Too few icebreakers and lack of a second Poe-sized lock threaten shipping on the Great Lakes and St. Lawrence Seaway
Insufficient U.S. and Canadian icebreakers and reliance on a single Poe-sized lock to connect Lake Superior to the Lower Lakes and Seaway threaten the future of shipping on America’s Fourth Sea Coast warns Great Lakes Maritime Task Force (GLMTF) in its 2015 Annual Report released today.
“Another near arctic winter significantly impacted navigation, and then a 20-day closure of the MacArthur Lock in late summer gave us an uninviting preview of the delays and disruptions that will come should a mechanical or structural issue incapacitate the Poe Lock for a lengthy period of time.

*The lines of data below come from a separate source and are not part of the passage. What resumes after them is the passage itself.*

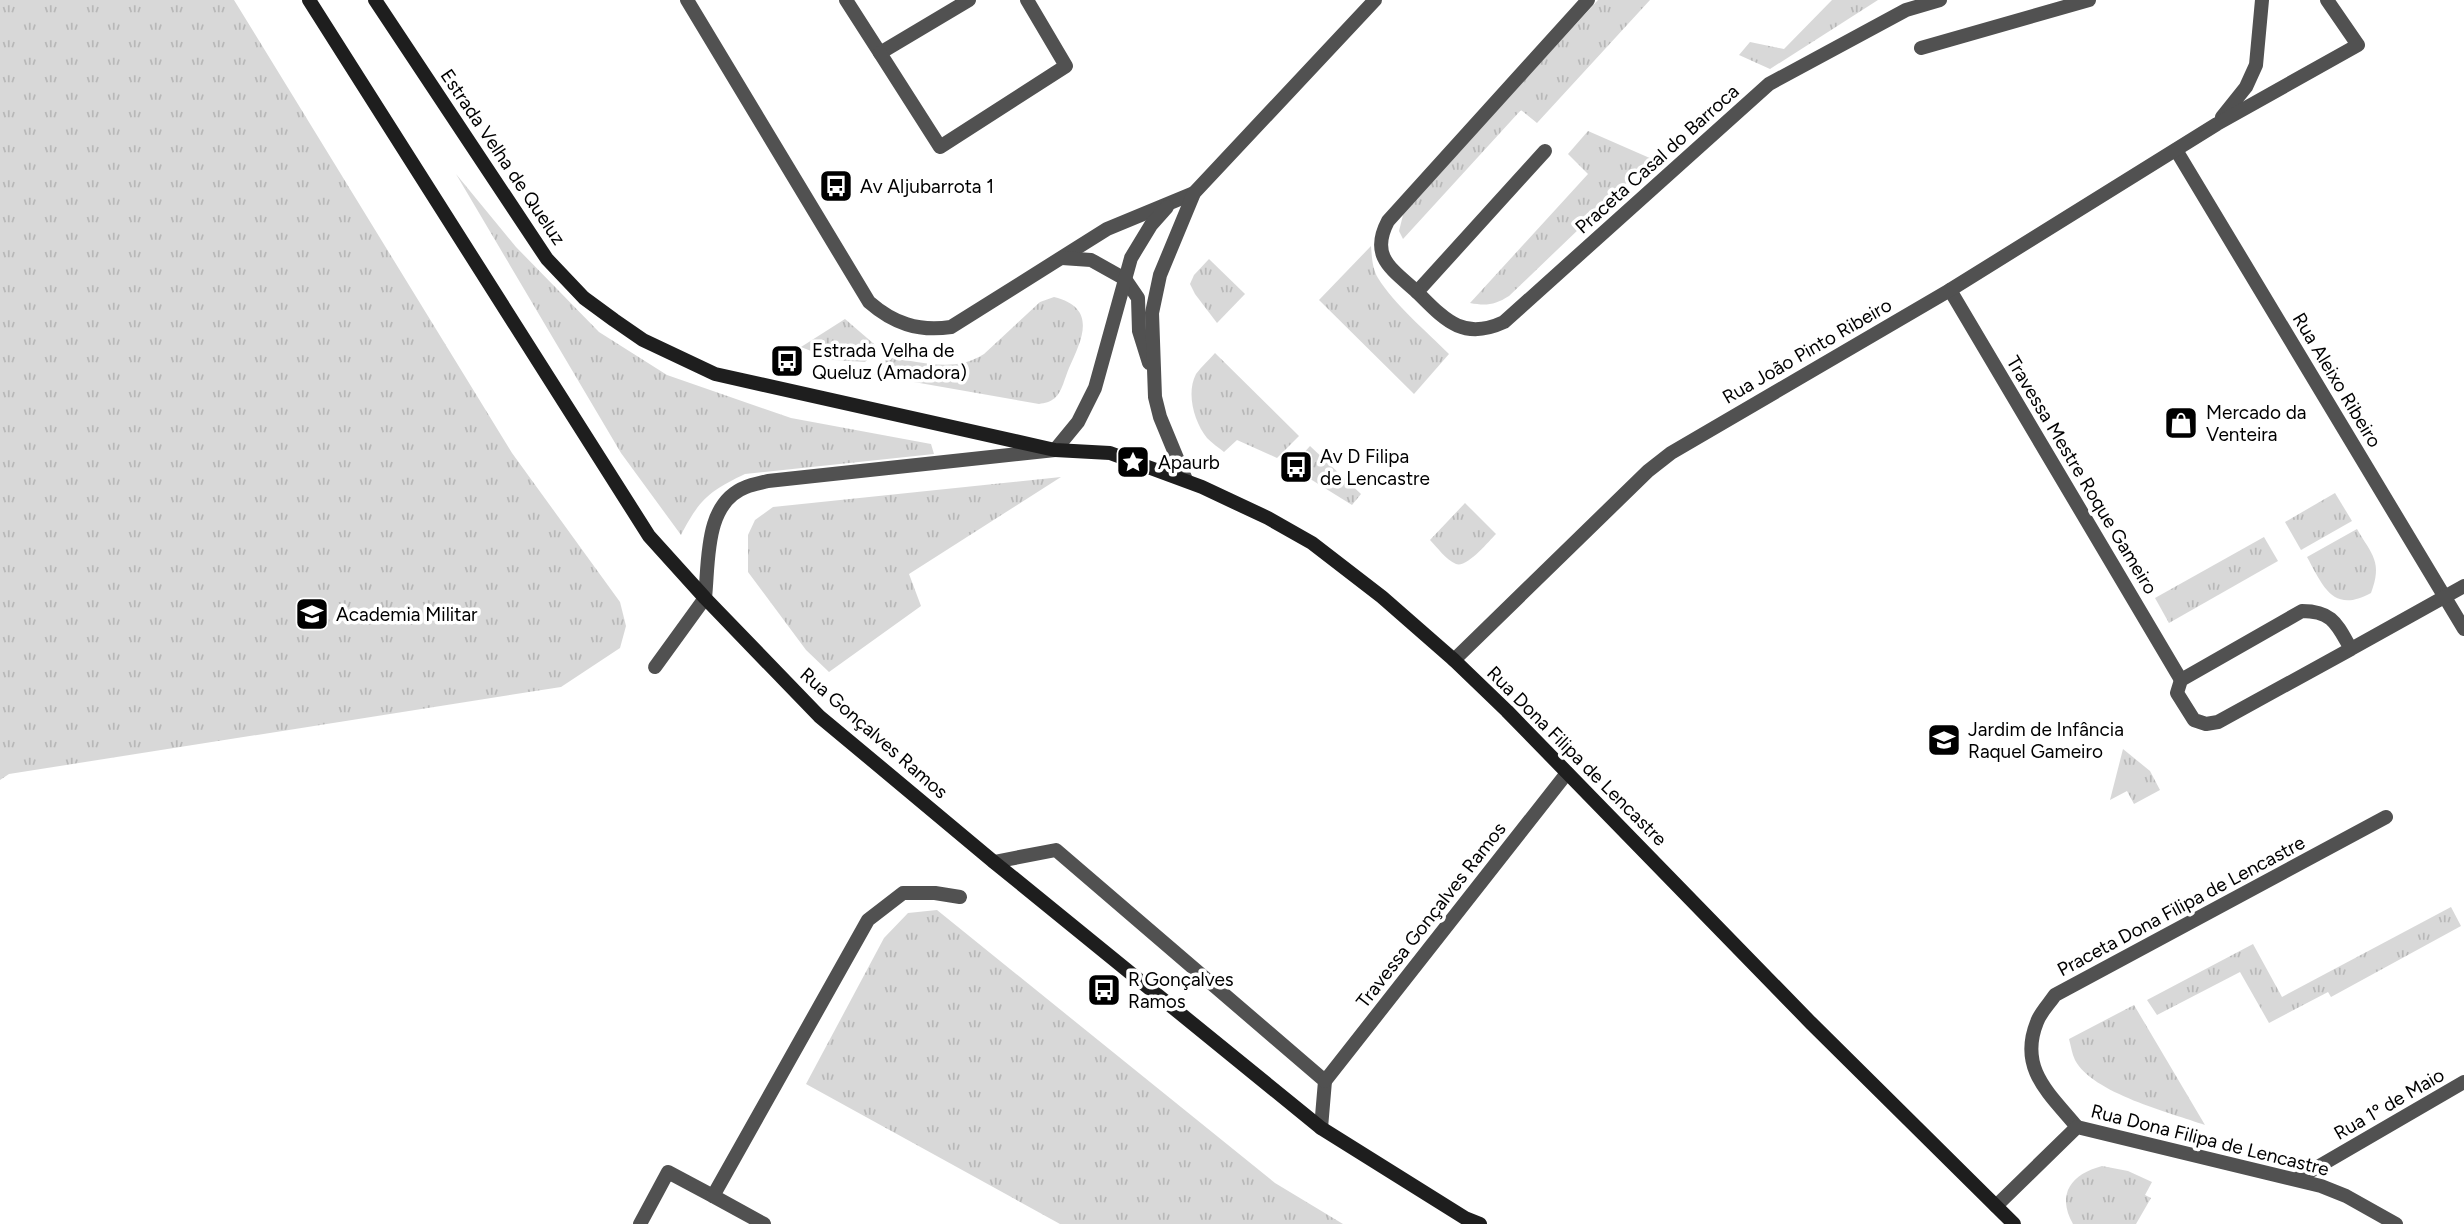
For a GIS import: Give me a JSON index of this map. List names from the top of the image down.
{
  "streets": {
    "main road": ["Estrada Velha de Queluz", "Rua Gonçalves Ramos", "Rua Dona Filipa de Lencastre"],
    "street": [
      "Praceta Casal do Barroca",
      "Rua João Pinto Ribeiro",
      "Rua Aleixo Ribeiro",
      "Travessa Mestre Roque Gameiro",
      "Praceta Dona Filipa de Lencastre",
      "Travessa Gonçalves Ramos",
      "Rua 1º de Maio"
    ]
  },
  "crossings": [
    ["Estrada Velha de Queluz", "Rua Dona Filipa de Lencastre"],
    ["Rua João Pinto Ribeiro", "Rua Aleixo Ribeiro"],
    ["Rua João Pinto Ribeiro", "Travessa Mestre Roque Gameiro"],
    ["Rua João Pinto Ribeiro", "Rua Dona Filipa de Lencastre"],
    ["Rua Dona Filipa de Lencastre", "Praceta Dona Filipa de Lencastre"],
    ["Rua Dona Filipa de Lencastre", "Travessa Gonçalves Ramos"],
    ["Rua Dona Filipa de Lencastre", "Rua 1º de Maio"]
  ],
  "places": {
    "bus stop": [
      "Av Aljubarrota 1",
      "Estrada Velha de Queluz (Amadora)",
      "Av D Filipa de Lencastre",
      "R Gonçalves Ramos"
    ],
    "shop": ["Mercado da Venteira"],
    "place": ["Apaurb"],
    "school or university": ["Academia Militar", "Jardim de Infância Raquel Gameiro"]
  }
}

If unaddressed, neither augers well for the future of Lakes/Seaway shipping,” the report said.
The ice on the Lakes in 2015 was formidable, notes the Lake Carriers’ Association (LCA). A 767-foot-long U.S.-flag laker with an ice-strengthened bow and 7,000-horsepower engine packed in her hull sat immobile in Lake Erie, within sight of land, for five days in February. A U.S. Coast Guard icebreaker was unable to free the Arthur M. Anderson. A Canadian Coast Guard icebreaker eventually broke the vessel out, but the ship’s last cargo had to be cancelled.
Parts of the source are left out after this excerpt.